[Twisted-web] xmlrpc blocking
Paul Warren
u3292467 at anu.edu.au
Mon Jul 25 03:45:28 MDT 2005
Rasjid Wilcox wrote:
> Hi,
>
> I've gone through all the xmlrpc examples I can find, and I see the use of
> 'defer.succeed(...)', but I'm clearly not understanding something.
>
> When I run some code that blocks, the whole server stops responding.
>
> I have:
>
> def test(foo):
> print "start test"
> sleep(5)
> print foo
> print "finish test"
> return 'Success'
>
> class Echoer(xmlrpc.XMLRPC):
> def xmlrpc_test(self):
> return defer.succeed(test('hello'))
>
> What should I be doing instead?
>
> Thanks,
>
> Rasjid.
>
For blocking code, you don't want to use defer.succeed()
something like:
def xmlrpc_test(self):
d = threads.deferToThread(test,'Hello')
d.addCallback(_cb)
return d
def _cb(self, *args):
print "Blocking call finished"
print args
is what you want.
The idea is to write non-blocking stuff if at all possible.
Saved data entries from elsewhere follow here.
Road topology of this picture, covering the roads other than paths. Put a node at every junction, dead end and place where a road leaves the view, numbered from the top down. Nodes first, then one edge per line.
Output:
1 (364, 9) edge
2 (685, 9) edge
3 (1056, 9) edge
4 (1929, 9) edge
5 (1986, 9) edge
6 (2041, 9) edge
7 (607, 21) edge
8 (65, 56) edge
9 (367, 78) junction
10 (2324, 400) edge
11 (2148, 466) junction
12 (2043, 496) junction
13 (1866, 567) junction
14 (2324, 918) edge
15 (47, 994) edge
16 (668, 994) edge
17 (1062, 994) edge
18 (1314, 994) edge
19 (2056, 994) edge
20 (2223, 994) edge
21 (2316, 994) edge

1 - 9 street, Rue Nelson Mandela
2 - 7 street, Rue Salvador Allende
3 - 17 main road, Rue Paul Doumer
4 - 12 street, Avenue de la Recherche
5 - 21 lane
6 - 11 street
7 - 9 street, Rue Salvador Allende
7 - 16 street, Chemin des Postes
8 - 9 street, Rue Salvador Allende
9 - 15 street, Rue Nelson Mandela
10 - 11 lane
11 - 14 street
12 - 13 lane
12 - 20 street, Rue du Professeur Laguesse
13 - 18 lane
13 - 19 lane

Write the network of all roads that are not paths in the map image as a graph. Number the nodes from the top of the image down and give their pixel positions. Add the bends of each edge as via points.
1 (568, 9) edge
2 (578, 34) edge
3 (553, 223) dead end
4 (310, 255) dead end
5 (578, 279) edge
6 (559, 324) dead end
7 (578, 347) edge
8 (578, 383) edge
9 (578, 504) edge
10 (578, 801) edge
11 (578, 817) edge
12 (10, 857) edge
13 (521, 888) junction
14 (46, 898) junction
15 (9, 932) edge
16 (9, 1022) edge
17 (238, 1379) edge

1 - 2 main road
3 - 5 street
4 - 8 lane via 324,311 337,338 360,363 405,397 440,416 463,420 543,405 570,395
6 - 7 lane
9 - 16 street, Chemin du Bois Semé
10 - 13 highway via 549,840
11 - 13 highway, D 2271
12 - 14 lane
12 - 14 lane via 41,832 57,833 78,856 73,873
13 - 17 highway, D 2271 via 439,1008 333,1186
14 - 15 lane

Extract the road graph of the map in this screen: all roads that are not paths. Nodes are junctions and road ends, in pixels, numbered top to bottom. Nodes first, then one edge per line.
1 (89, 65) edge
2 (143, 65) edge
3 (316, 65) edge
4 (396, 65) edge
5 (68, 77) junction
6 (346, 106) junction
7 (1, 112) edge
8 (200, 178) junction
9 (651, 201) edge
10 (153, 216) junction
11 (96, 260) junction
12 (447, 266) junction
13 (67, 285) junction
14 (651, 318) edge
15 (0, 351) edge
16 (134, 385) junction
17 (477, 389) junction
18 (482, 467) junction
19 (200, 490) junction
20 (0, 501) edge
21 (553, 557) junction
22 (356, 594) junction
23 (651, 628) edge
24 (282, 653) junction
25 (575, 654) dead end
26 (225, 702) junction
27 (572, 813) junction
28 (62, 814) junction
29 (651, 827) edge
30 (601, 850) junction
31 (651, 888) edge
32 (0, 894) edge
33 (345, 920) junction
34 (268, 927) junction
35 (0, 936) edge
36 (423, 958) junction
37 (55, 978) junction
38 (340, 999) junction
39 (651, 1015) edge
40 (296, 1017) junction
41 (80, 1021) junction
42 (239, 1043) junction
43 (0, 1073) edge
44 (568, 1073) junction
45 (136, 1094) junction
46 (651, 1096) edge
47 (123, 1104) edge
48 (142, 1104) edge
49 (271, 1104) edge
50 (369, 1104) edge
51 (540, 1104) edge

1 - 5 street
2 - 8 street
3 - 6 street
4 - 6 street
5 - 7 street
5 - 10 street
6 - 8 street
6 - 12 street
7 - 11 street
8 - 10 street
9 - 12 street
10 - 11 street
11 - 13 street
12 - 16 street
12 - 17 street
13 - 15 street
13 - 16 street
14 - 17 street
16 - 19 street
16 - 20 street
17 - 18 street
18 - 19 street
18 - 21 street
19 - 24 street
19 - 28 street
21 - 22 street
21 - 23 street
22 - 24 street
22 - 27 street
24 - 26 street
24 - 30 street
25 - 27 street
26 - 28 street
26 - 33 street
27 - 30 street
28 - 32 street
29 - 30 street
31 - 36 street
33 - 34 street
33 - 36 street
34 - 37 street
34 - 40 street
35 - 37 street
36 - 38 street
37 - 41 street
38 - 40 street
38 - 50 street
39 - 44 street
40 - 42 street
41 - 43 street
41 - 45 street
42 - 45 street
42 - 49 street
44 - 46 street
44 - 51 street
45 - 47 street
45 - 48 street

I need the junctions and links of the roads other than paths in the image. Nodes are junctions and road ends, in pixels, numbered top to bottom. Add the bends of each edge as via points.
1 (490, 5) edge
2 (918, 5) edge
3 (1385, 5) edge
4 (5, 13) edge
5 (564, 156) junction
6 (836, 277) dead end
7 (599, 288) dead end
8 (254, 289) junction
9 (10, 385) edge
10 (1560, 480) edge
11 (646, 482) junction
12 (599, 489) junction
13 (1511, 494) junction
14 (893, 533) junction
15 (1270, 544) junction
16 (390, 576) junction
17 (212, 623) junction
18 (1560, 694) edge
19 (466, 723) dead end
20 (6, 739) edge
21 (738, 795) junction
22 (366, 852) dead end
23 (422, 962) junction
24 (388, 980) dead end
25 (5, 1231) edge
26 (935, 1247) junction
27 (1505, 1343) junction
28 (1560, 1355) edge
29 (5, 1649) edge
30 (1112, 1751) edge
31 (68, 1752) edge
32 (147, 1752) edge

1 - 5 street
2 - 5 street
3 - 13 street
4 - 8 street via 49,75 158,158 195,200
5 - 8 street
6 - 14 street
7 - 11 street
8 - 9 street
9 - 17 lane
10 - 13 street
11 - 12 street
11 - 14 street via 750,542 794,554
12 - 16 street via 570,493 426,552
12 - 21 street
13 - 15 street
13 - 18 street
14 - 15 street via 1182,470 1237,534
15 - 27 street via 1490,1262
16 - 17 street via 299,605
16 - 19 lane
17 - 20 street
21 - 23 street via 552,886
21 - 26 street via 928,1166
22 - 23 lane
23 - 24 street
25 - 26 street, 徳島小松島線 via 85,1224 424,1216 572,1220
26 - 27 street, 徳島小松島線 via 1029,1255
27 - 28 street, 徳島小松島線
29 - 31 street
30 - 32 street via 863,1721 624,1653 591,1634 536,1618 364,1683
But if you
can't, do it a different thread, and have callbacks (and error backs)
At least, that is the conclusion (confusion??) I've come to after
spending six months writing a fairly large twisted project interacting
with real-life hardware (http://agcentral.org/downloads/agdevicecontrol
if you're interested.
Hope that helps.
--
Paul Warren
ANU Supercomputer facility, Access Grid Projects.